### [TASK]
A single number is wanted: how many lines of the records below contain the word "Right".

START PROVIDED RECORDS

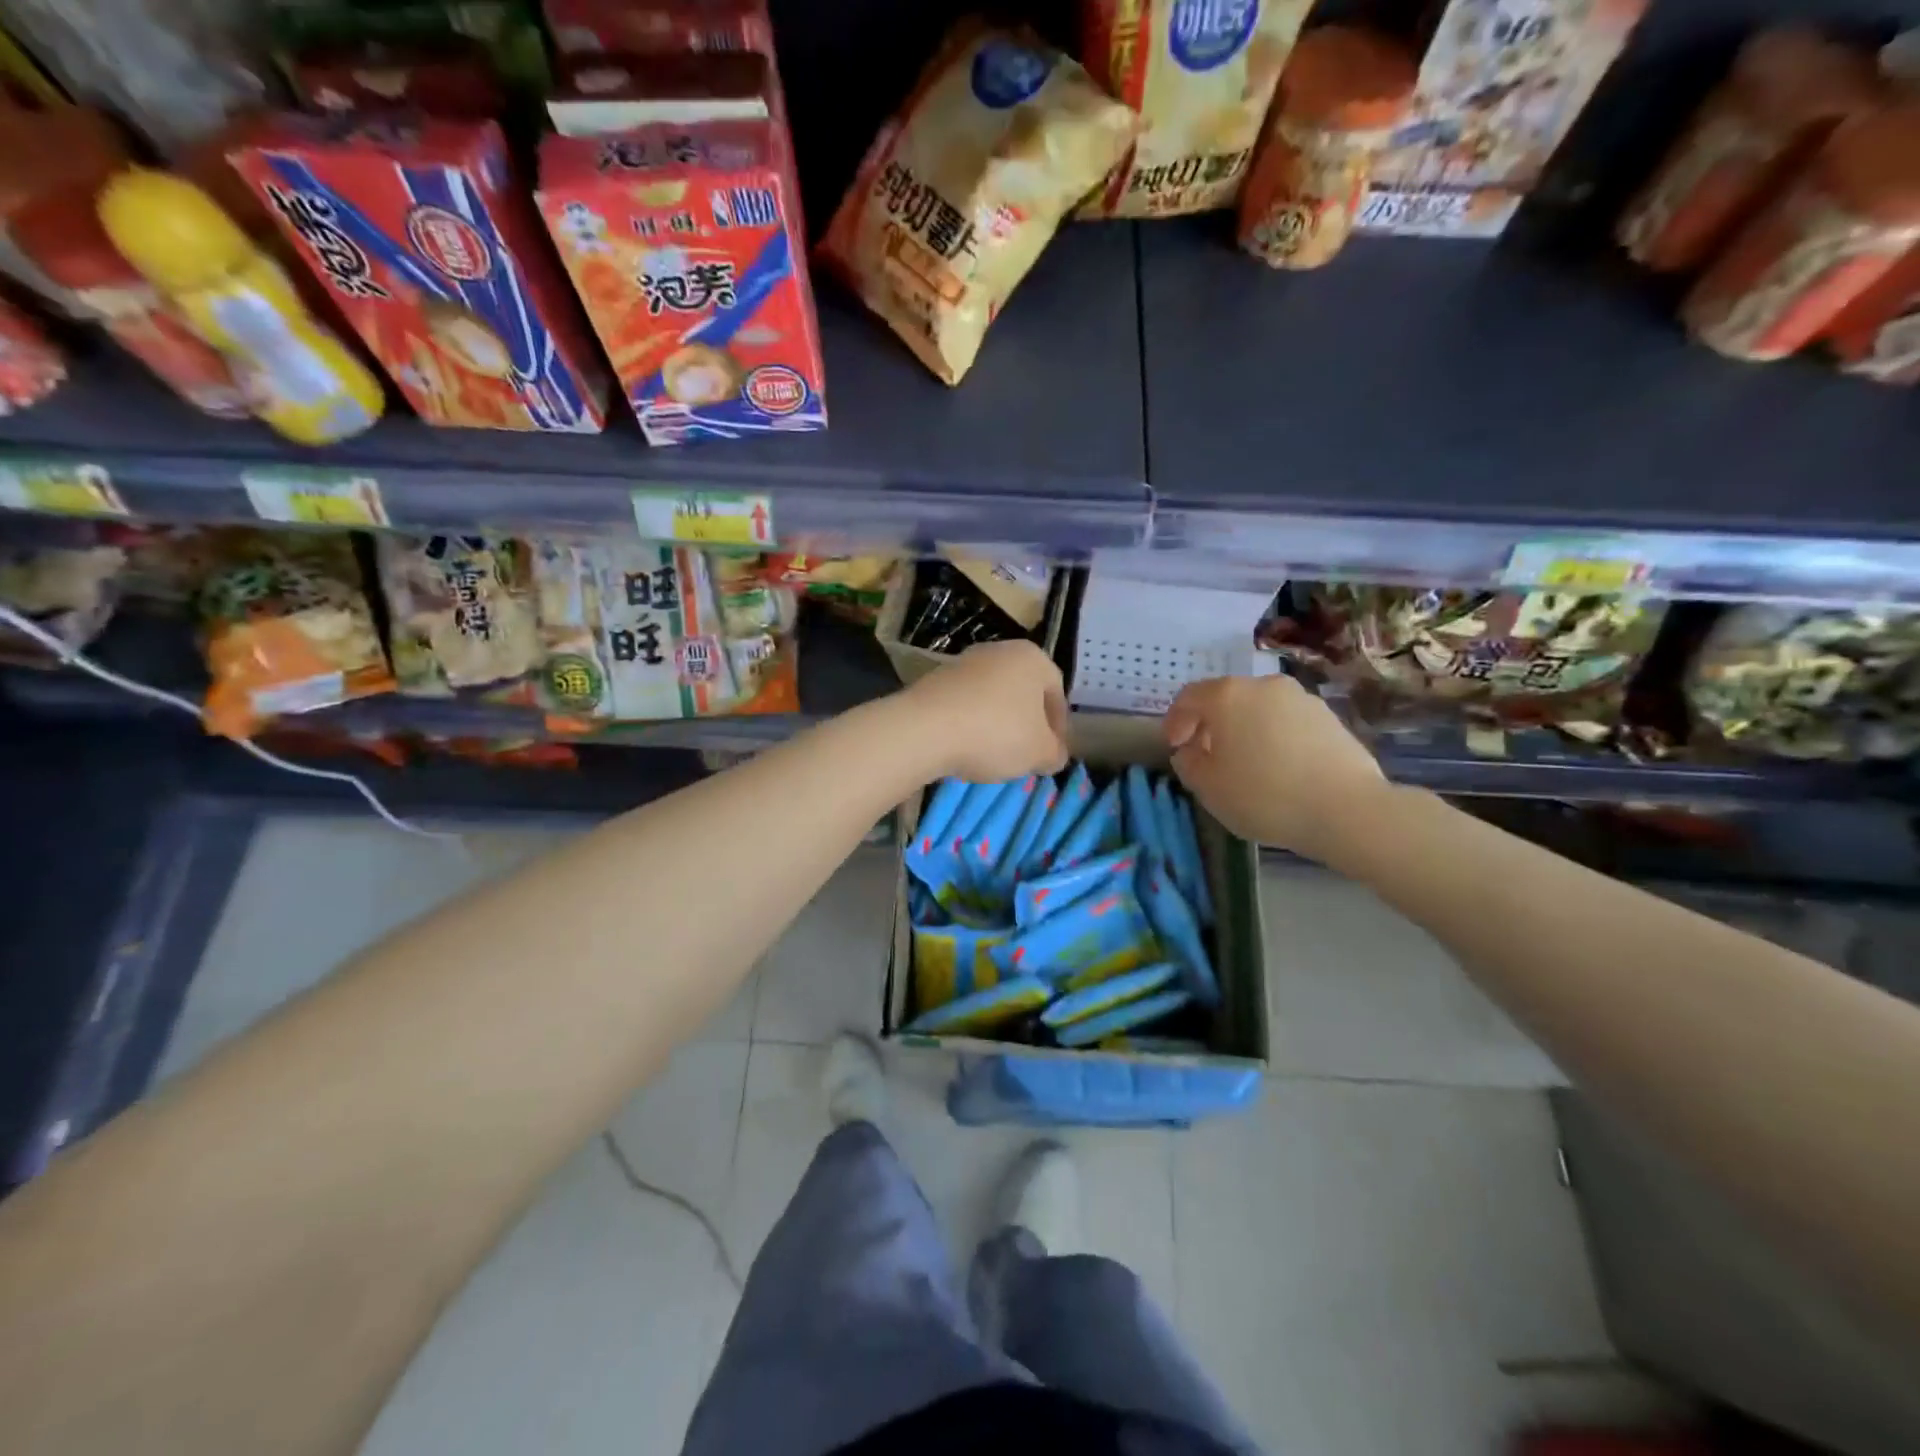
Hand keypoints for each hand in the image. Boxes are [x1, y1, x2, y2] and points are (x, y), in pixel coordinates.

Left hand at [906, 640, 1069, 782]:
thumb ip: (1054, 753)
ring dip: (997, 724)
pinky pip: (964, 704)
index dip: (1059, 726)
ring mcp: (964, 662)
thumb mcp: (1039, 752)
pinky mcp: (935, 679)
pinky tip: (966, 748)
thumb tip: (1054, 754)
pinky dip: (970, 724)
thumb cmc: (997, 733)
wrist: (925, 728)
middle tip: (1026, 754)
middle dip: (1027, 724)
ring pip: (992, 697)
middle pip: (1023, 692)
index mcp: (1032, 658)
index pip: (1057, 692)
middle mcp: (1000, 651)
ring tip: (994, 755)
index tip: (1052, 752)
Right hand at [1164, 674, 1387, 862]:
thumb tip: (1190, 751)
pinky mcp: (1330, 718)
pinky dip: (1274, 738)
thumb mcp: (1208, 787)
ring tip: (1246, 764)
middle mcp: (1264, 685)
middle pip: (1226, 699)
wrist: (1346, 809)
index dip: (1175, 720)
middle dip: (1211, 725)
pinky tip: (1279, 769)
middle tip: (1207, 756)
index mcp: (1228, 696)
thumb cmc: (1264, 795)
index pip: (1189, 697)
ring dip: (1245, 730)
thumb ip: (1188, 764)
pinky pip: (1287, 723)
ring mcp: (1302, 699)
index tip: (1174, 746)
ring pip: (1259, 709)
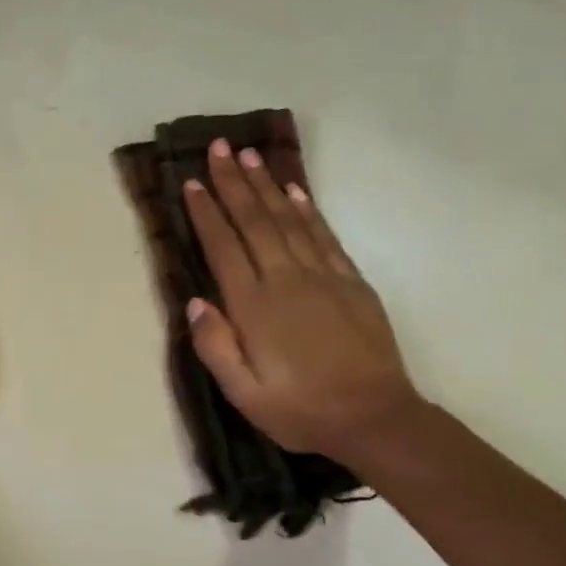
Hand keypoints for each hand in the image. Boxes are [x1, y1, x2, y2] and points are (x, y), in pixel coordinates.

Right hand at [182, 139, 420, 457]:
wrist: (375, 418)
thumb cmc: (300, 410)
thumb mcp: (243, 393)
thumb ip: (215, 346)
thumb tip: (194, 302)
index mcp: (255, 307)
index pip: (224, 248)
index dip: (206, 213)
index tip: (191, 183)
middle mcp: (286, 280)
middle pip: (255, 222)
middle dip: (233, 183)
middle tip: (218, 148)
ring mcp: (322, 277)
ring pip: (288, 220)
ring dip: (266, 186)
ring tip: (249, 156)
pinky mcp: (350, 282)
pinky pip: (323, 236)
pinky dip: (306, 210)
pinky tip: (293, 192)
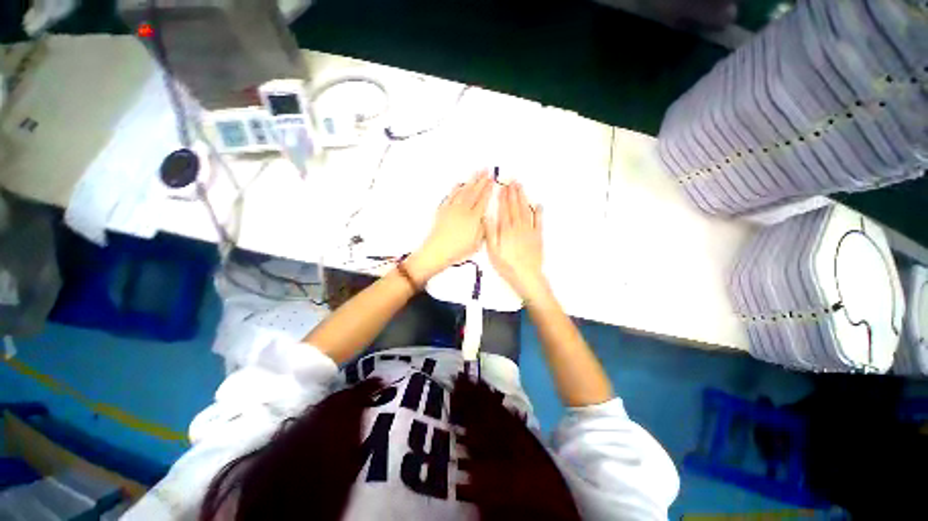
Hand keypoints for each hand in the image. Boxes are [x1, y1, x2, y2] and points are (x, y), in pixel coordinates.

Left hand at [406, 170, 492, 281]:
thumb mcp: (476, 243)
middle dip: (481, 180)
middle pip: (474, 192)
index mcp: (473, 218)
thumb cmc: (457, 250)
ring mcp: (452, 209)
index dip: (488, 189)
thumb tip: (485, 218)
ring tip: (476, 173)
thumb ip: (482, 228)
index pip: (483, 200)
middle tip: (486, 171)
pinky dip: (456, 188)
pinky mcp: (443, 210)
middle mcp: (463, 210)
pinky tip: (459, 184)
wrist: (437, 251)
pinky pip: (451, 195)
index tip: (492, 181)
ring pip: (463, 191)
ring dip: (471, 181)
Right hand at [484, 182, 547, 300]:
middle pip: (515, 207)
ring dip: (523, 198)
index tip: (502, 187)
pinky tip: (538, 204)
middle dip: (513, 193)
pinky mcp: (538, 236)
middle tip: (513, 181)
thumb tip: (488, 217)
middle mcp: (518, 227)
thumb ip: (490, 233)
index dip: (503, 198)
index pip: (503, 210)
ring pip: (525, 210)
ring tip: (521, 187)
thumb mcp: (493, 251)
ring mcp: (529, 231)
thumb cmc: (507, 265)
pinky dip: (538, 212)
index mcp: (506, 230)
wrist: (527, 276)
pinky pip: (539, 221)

END PROVIDED RECORDS

### [RESPONSE AREA]
3